A graph is a typical data structure which is used to represent some relations between nodes. From any graph, we can imagine a flow of a graph $G$. Formally, flow of the graph is defined like follow. For a given graph $G= (V, E)$, flow $f$ is a mapping function $V \times V \rightarrow \mathcal{R}$. To be a flow, there are some requirements. If there is a capacity $c$ for edeges $c : V \times V \rightarrow \mathcal{R}$, which $(u,v) \in E$ iff $c(u,v)$ exists. Then flow of graph can’t exceed that capacity. Which means $f(u,v) \le c(u, v)$. Also it requires two variables which are source $s$ and destination $t$. Then $\sum\limits_{(i, v) \in E, v \neq s,t}f(i, v) = \sum\limits_{(v, j) \in E, v \neq s,t}f(v, j)$. Which means that every value goes in $v$ should go out from $v$ either.
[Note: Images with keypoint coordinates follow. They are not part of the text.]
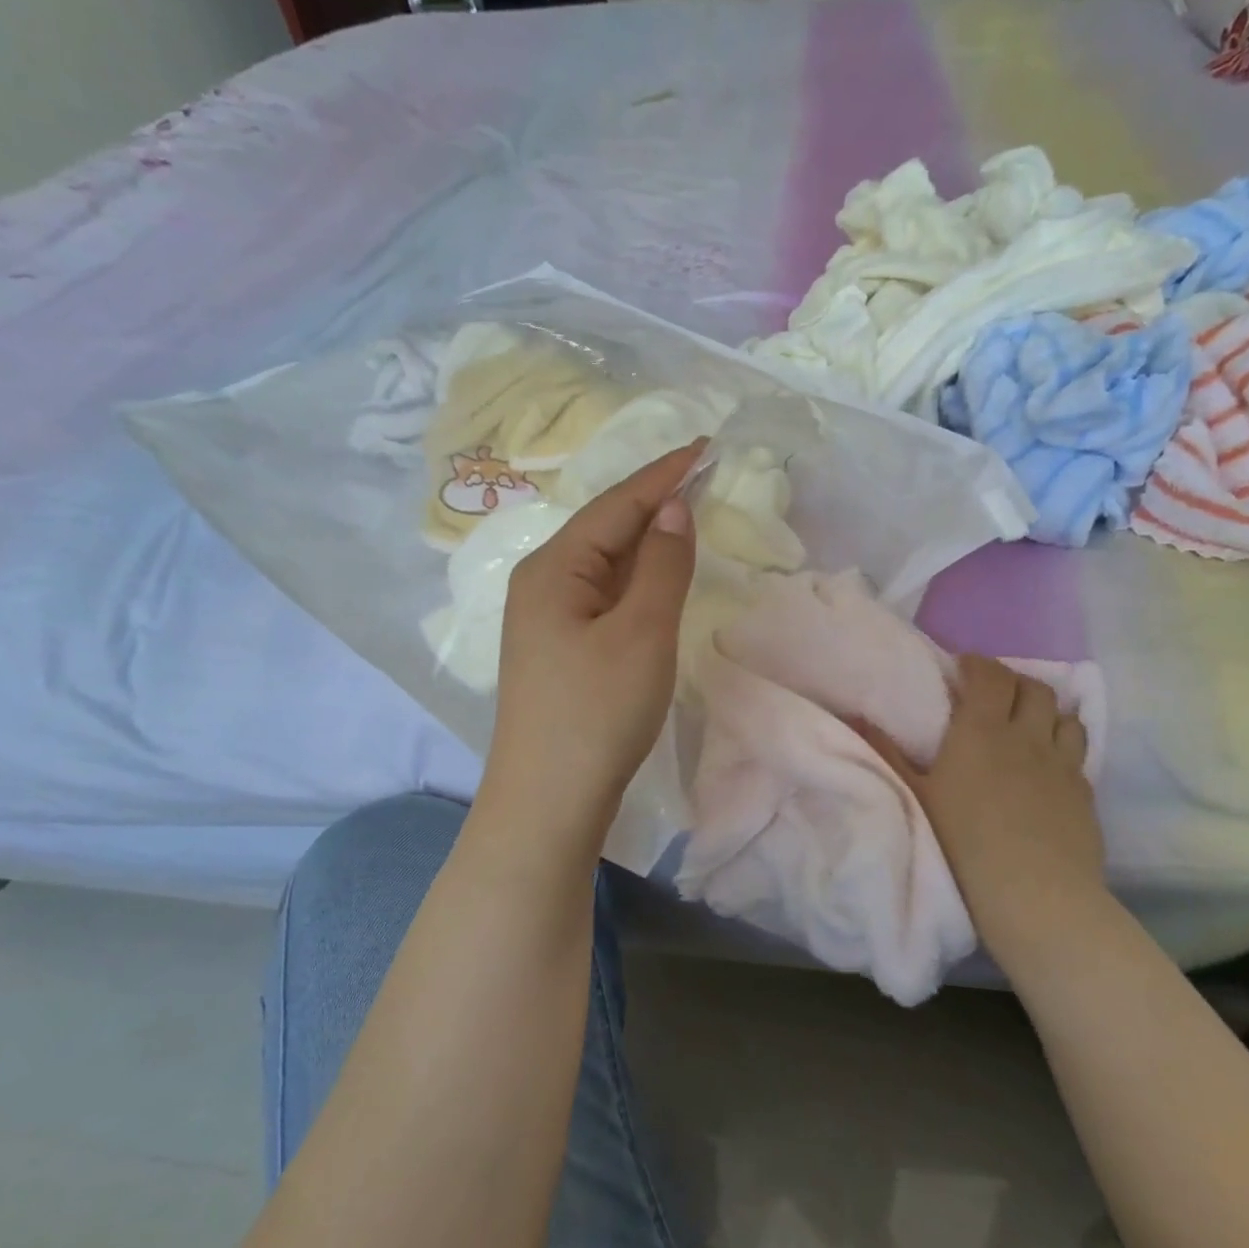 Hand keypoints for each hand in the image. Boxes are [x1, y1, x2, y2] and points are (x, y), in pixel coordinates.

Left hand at [483, 444, 701, 833]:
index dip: (664, 474)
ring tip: (689, 518)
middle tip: (705, 478)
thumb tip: (674, 510)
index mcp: (553, 568)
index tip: (706, 446)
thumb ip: (662, 565)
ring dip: (647, 540)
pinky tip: (657, 580)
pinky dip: (637, 579)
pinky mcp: (560, 649)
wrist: (549, 800)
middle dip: (655, 502)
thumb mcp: (641, 632)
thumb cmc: (597, 712)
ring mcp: (547, 619)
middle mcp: (542, 583)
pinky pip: (603, 595)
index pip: (616, 504)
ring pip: (605, 563)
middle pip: (606, 528)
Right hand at [864, 656, 1106, 970]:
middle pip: (1033, 688)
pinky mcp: (1084, 792)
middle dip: (1013, 681)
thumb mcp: (915, 796)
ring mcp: (1062, 763)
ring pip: (1065, 716)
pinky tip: (1050, 765)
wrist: (1034, 894)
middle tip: (993, 693)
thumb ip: (887, 753)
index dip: (978, 664)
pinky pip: (1078, 753)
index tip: (963, 667)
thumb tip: (855, 717)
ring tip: (1029, 723)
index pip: (990, 675)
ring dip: (1046, 711)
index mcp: (982, 730)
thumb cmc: (963, 842)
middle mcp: (1027, 736)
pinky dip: (1063, 745) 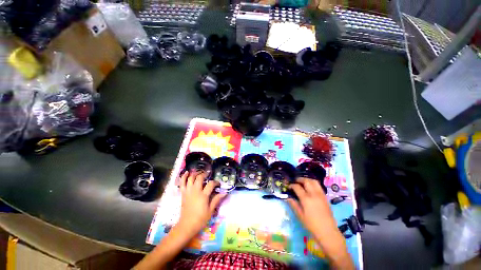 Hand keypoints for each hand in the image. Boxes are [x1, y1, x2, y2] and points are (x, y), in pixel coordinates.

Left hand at [177, 172, 225, 235]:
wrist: (186, 226)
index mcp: (203, 195)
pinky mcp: (183, 193)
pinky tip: (187, 172)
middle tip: (208, 175)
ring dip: (195, 173)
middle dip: (205, 174)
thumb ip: (216, 200)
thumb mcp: (210, 210)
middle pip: (200, 178)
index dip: (216, 182)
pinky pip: (182, 183)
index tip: (218, 184)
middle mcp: (195, 191)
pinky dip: (184, 176)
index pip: (211, 184)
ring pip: (191, 178)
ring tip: (199, 172)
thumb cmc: (200, 219)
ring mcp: (188, 191)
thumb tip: (224, 193)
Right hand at [287, 177, 353, 269]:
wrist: (328, 231)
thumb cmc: (312, 225)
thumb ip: (293, 204)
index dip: (292, 185)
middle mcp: (314, 194)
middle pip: (306, 181)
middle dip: (299, 179)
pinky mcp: (325, 197)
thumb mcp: (300, 215)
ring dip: (307, 180)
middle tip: (295, 181)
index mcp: (306, 199)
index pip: (297, 187)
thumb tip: (287, 197)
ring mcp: (321, 195)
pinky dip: (313, 184)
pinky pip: (319, 186)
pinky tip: (310, 187)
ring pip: (314, 181)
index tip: (289, 186)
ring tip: (303, 182) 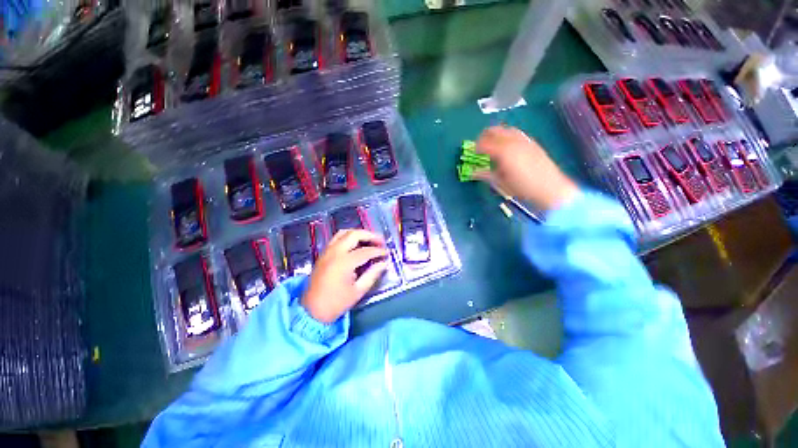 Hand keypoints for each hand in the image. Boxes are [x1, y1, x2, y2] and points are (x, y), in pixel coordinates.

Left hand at [301, 229, 388, 322]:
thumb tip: (383, 264)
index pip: (366, 251)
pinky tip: (356, 243)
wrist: (312, 310)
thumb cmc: (336, 303)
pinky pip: (337, 238)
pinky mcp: (323, 253)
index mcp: (344, 262)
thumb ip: (372, 274)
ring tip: (370, 239)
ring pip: (344, 232)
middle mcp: (335, 252)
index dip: (379, 251)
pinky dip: (349, 236)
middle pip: (355, 234)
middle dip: (370, 235)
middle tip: (381, 241)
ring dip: (359, 233)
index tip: (387, 254)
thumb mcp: (358, 291)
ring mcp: (328, 251)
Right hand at [474, 126, 578, 210]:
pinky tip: (507, 146)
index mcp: (503, 152)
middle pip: (494, 130)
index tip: (472, 152)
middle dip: (484, 136)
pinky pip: (516, 133)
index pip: (484, 143)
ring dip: (496, 134)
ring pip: (505, 129)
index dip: (476, 147)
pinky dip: (507, 136)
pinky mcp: (532, 142)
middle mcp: (512, 141)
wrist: (549, 187)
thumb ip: (485, 174)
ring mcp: (524, 140)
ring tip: (492, 144)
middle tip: (480, 146)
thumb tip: (472, 172)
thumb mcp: (500, 182)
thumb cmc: (521, 187) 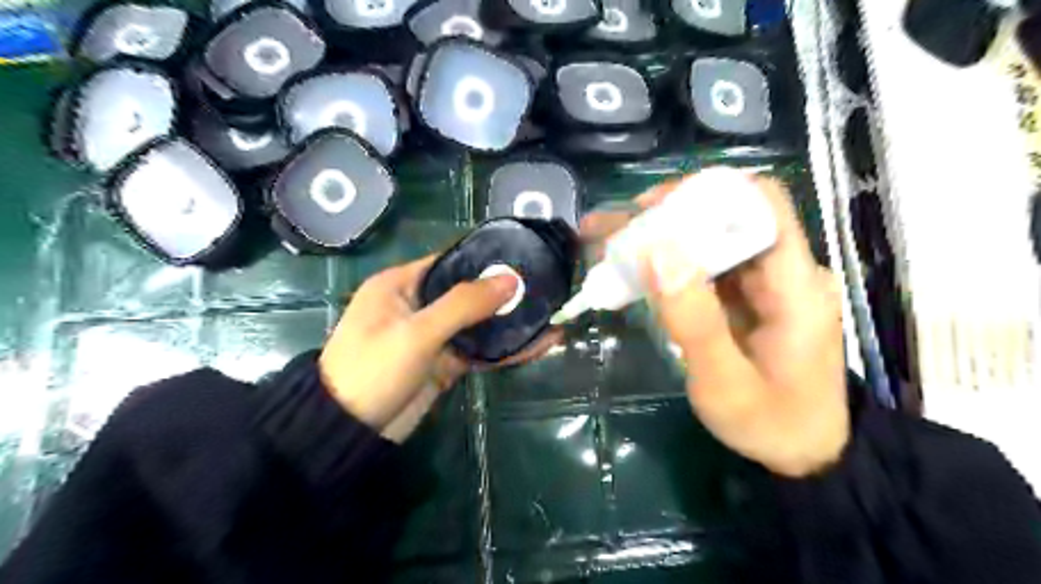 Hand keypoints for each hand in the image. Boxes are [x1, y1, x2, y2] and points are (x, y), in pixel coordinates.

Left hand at [322, 256, 557, 441]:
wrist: (349, 433)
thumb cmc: (372, 370)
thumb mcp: (416, 333)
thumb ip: (463, 305)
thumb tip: (512, 279)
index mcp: (402, 284)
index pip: (450, 261)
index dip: (485, 258)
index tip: (524, 258)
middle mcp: (419, 304)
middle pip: (469, 292)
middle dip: (505, 293)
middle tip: (546, 288)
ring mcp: (433, 336)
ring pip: (479, 323)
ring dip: (510, 323)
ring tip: (551, 315)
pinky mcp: (444, 362)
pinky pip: (480, 350)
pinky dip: (506, 349)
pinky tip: (539, 345)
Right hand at [582, 175, 848, 477]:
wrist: (804, 453)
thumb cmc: (770, 422)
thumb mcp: (724, 383)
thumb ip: (694, 320)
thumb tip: (658, 251)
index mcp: (795, 284)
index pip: (761, 203)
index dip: (706, 193)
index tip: (651, 210)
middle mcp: (784, 270)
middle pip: (727, 216)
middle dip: (667, 215)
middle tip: (614, 230)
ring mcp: (765, 283)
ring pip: (712, 238)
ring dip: (661, 237)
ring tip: (608, 241)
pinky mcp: (748, 297)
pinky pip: (706, 266)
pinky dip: (668, 264)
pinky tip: (630, 269)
Then we can evaluate this flow $f$ as $\sum\limits_{(s, v) \in E}f(s, v) - \sum\limits_{(v, s) \in E}f(v, s)$ $=$ $\sum\limits_{(v, t) \in E}f(v, t) - \sum\limits_{(t, v) \in E}f(t, v)$.
Now, let’s think about a directed graph $G = (V,E)$ and some flow $f$ of $G$. Then we can decompose $f$ to some simple paths $P_1, \cdots, P_N$ and some cycles $C_1, \cdots, C_M$. Which $N + M \le \left\vert E \right\vert$.
Without loosing much of generality, we can assume that $f$’s value is positive or negative. In the proof of flow decomposition, it doesn’t necessarily to be positive or negative. However, let’s assume it to be positive for easy.
Then, if $f$ has a cycle $C$, we can eliminate that $C$ from $f$ without changing value of the flow because it is a cycle. If we reduce every value of edges with smallest value inside of the $C$ then we can remove that cycle. Notice that we can reduce value of edges because we picked the smallest value inside of the $C$, cycle should be disappear after reducing values because one of edge in $C$ should be 0 after reducing values.
If we remove every cycle, it should have some paths because it has a flow. If we remove any flow that has the smallest value, value of flow $f$ should be 0 or some positive value. If it is the first case (flow of $f$ become 0) then it is decomposed. Otherwise, we can do this process again. Therefore, there sould be at least some cycles and paths.
Notice that we should remove at least 1 edge to remove a path or a cycle because it choosed a smallest value on graph. As a result, we can do this at most $\left\vert E \right\vert$.